──────── Input data

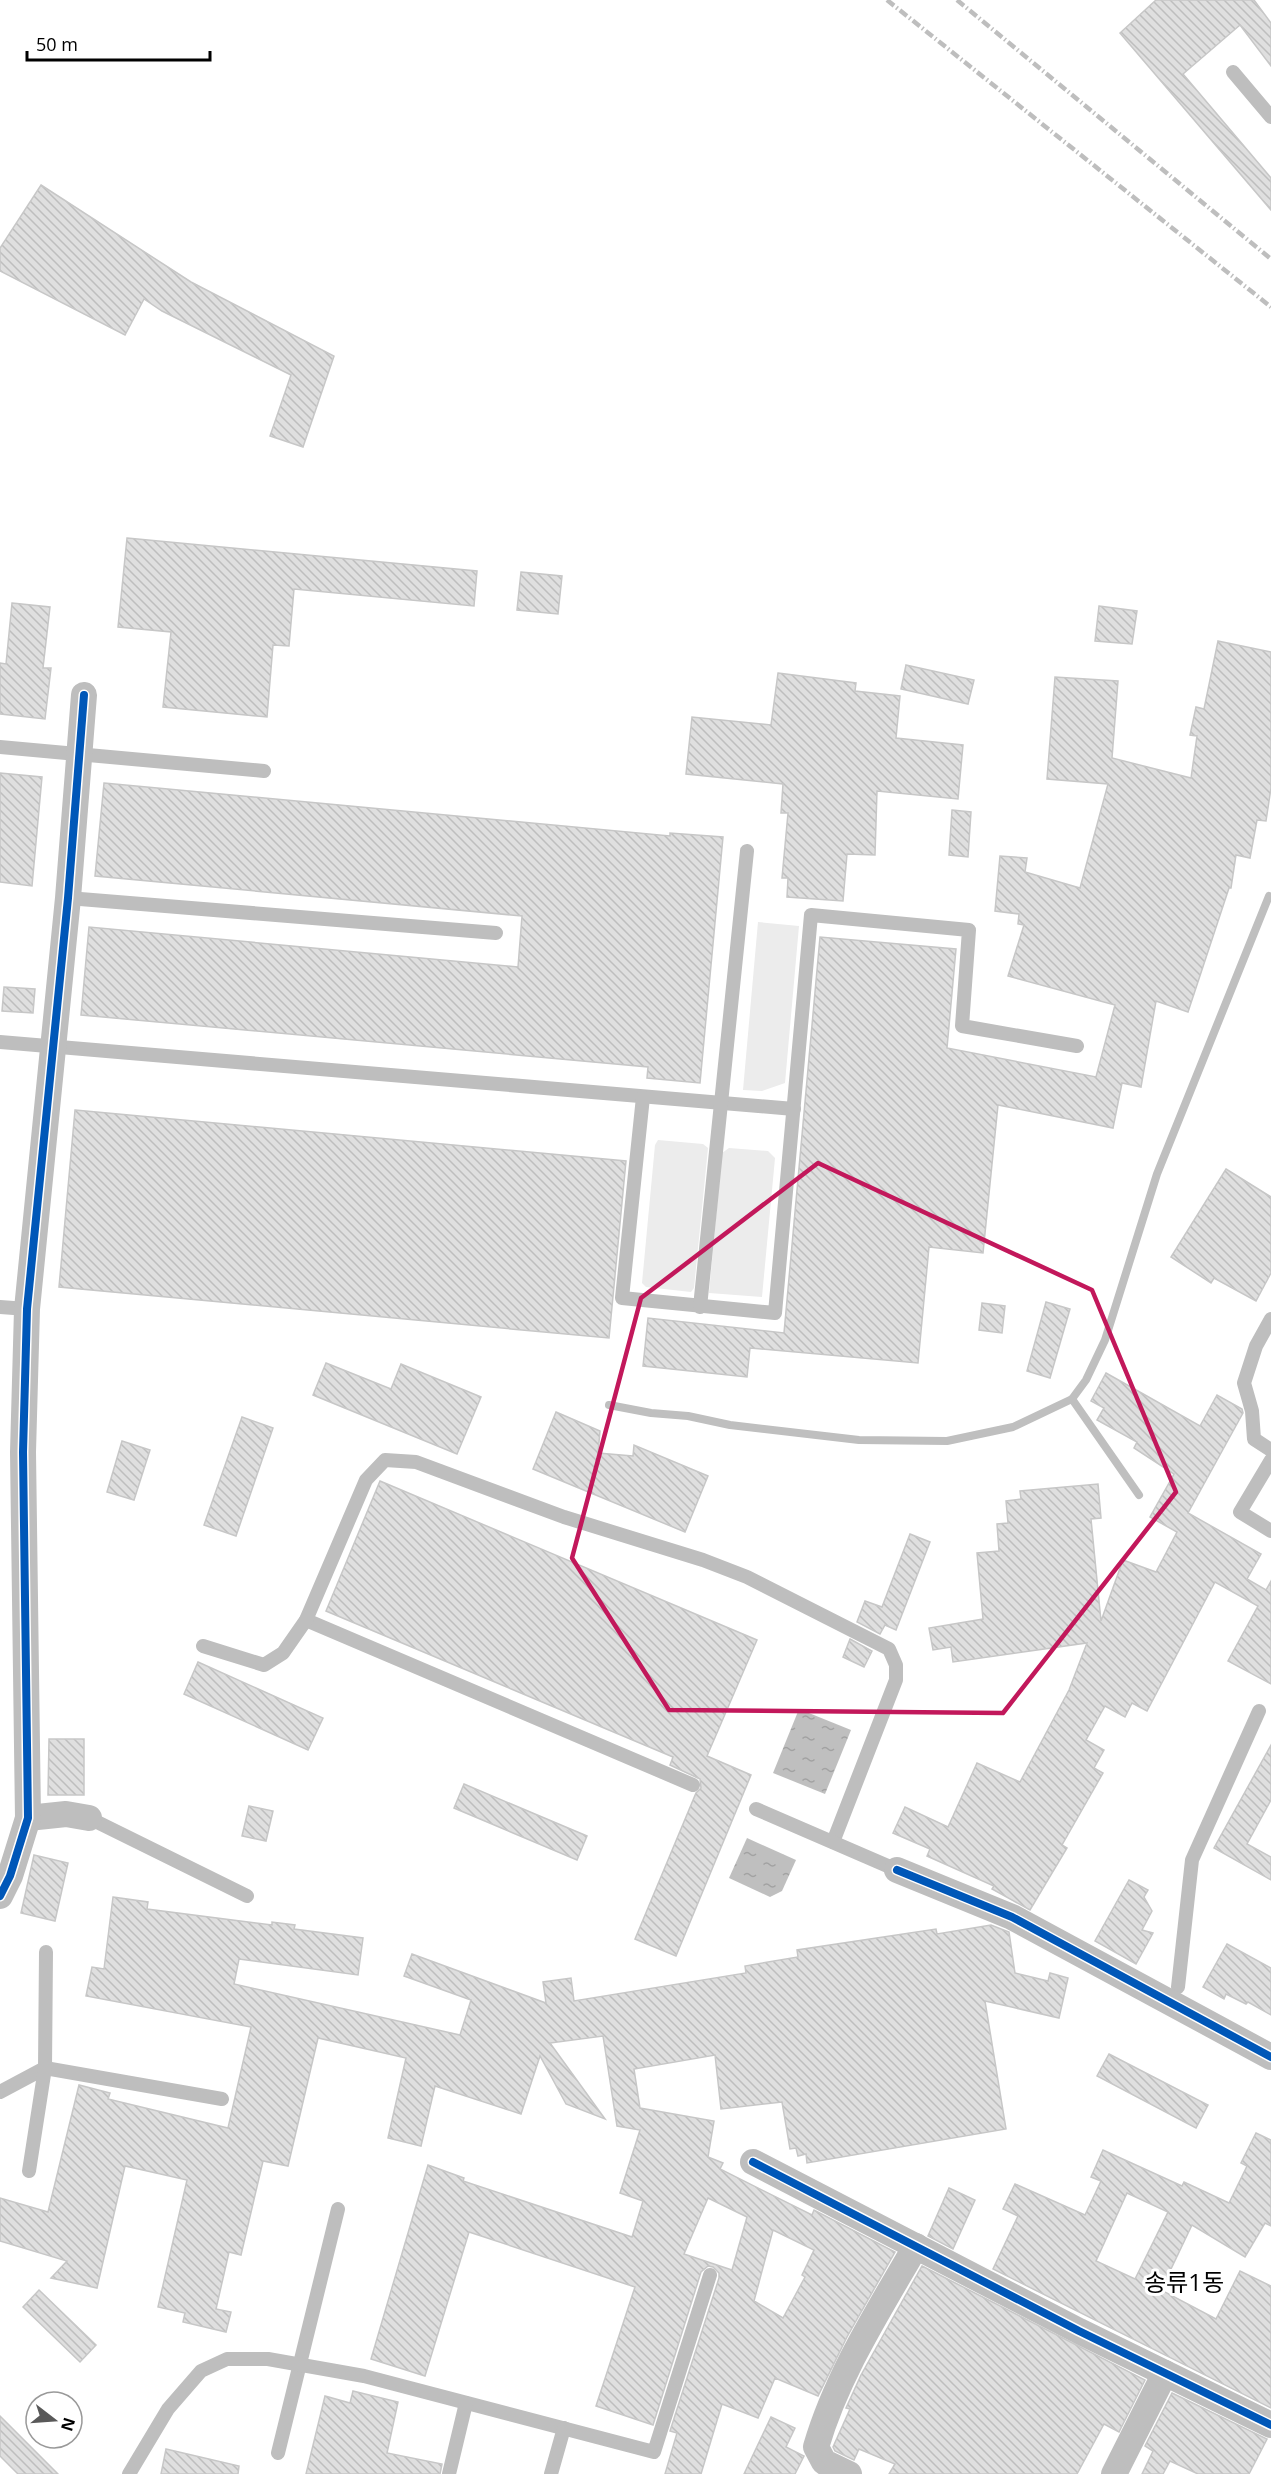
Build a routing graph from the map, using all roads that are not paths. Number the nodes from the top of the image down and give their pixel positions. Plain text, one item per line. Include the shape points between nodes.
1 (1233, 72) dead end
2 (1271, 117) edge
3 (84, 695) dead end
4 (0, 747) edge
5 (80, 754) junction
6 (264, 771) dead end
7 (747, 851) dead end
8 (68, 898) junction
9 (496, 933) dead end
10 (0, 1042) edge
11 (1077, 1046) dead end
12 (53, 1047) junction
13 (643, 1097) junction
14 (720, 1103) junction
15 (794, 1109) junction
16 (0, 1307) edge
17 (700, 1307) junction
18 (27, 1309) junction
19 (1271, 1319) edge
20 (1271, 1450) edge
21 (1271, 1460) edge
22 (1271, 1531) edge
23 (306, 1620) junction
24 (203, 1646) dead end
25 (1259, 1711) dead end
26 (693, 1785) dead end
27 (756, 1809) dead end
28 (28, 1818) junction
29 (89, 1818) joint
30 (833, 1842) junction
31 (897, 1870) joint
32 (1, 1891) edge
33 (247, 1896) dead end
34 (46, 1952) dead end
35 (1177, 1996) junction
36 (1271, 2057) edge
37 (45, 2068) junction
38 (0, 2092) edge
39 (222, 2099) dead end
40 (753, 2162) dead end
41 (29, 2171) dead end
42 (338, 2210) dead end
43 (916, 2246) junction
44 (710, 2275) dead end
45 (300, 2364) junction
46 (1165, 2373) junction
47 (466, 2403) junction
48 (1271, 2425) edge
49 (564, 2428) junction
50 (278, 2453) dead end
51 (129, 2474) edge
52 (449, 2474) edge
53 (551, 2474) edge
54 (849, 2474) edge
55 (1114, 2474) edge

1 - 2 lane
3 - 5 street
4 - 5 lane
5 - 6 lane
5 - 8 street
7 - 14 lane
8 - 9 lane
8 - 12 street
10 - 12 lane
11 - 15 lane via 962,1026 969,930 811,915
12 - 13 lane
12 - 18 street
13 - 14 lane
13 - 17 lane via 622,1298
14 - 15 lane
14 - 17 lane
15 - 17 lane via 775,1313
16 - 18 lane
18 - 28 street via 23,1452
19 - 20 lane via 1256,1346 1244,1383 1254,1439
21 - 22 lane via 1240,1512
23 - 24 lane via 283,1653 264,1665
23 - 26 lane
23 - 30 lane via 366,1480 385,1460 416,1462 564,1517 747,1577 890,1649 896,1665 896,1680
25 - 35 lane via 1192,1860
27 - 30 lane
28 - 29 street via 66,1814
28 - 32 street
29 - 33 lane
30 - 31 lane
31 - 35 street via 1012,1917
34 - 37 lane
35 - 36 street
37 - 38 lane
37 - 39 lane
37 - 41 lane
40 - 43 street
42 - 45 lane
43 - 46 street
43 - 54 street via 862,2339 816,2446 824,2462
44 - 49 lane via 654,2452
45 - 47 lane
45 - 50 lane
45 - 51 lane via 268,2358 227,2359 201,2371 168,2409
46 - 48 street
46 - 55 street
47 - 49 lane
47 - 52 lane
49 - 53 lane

────────────────

→ What you are asked to do: What you print must match the entries exactly, except that no pictures appear.

→ Reply:
Build a routing graph from the map, using all roads that are not paths. Number the nodes from the top of the image down and give their pixel positions. Plain text, one item per line. Include the shape points between nodes.
1 (1233, 72) dead end
2 (1271, 117) edge
3 (84, 695) dead end
4 (0, 747) edge
5 (80, 754) junction
6 (264, 771) dead end
7 (747, 851) dead end
8 (68, 898) junction
9 (496, 933) dead end
10 (0, 1042) edge
11 (1077, 1046) dead end
12 (53, 1047) junction
13 (643, 1097) junction
14 (720, 1103) junction
15 (794, 1109) junction
16 (0, 1307) edge
17 (700, 1307) junction
18 (27, 1309) junction
19 (1271, 1319) edge
20 (1271, 1450) edge
21 (1271, 1460) edge
22 (1271, 1531) edge
23 (306, 1620) junction
24 (203, 1646) dead end
25 (1259, 1711) dead end
26 (693, 1785) dead end
27 (756, 1809) dead end
28 (28, 1818) junction
29 (89, 1818) joint
30 (833, 1842) junction
31 (897, 1870) joint
32 (1, 1891) edge
33 (247, 1896) dead end
34 (46, 1952) dead end
35 (1177, 1996) junction
36 (1271, 2057) edge
37 (45, 2068) junction
38 (0, 2092) edge
39 (222, 2099) dead end
40 (753, 2162) dead end
41 (29, 2171) dead end
42 (338, 2210) dead end
43 (916, 2246) junction
44 (710, 2275) dead end
45 (300, 2364) junction
46 (1165, 2373) junction
47 (466, 2403) junction
48 (1271, 2425) edge
49 (564, 2428) junction
50 (278, 2453) dead end
51 (129, 2474) edge
52 (449, 2474) edge
53 (551, 2474) edge
54 (849, 2474) edge
55 (1114, 2474) edge

1 - 2 lane
3 - 5 street
4 - 5 lane
5 - 6 lane
5 - 8 street
7 - 14 lane
8 - 9 lane
8 - 12 street
10 - 12 lane
11 - 15 lane via 962,1026 969,930 811,915
12 - 13 lane
12 - 18 street
13 - 14 lane
13 - 17 lane via 622,1298
14 - 15 lane
14 - 17 lane
15 - 17 lane via 775,1313
16 - 18 lane
18 - 28 street via 23,1452
19 - 20 lane via 1256,1346 1244,1383 1254,1439
21 - 22 lane via 1240,1512
23 - 24 lane via 283,1653 264,1665
23 - 26 lane
23 - 30 lane via 366,1480 385,1460 416,1462 564,1517 747,1577 890,1649 896,1665 896,1680
25 - 35 lane via 1192,1860
27 - 30 lane
28 - 29 street via 66,1814
28 - 32 street
29 - 33 lane
30 - 31 lane
31 - 35 street via 1012,1917
34 - 37 lane
35 - 36 street
37 - 38 lane
37 - 39 lane
37 - 41 lane
40 - 43 street
42 - 45 lane
43 - 46 street
43 - 54 street via 862,2339 816,2446 824,2462
44 - 49 lane via 654,2452
45 - 47 lane
45 - 50 lane
45 - 51 lane via 268,2358 227,2359 201,2371 168,2409
46 - 48 street
46 - 55 street
47 - 49 lane
47 - 52 lane
49 - 53 lane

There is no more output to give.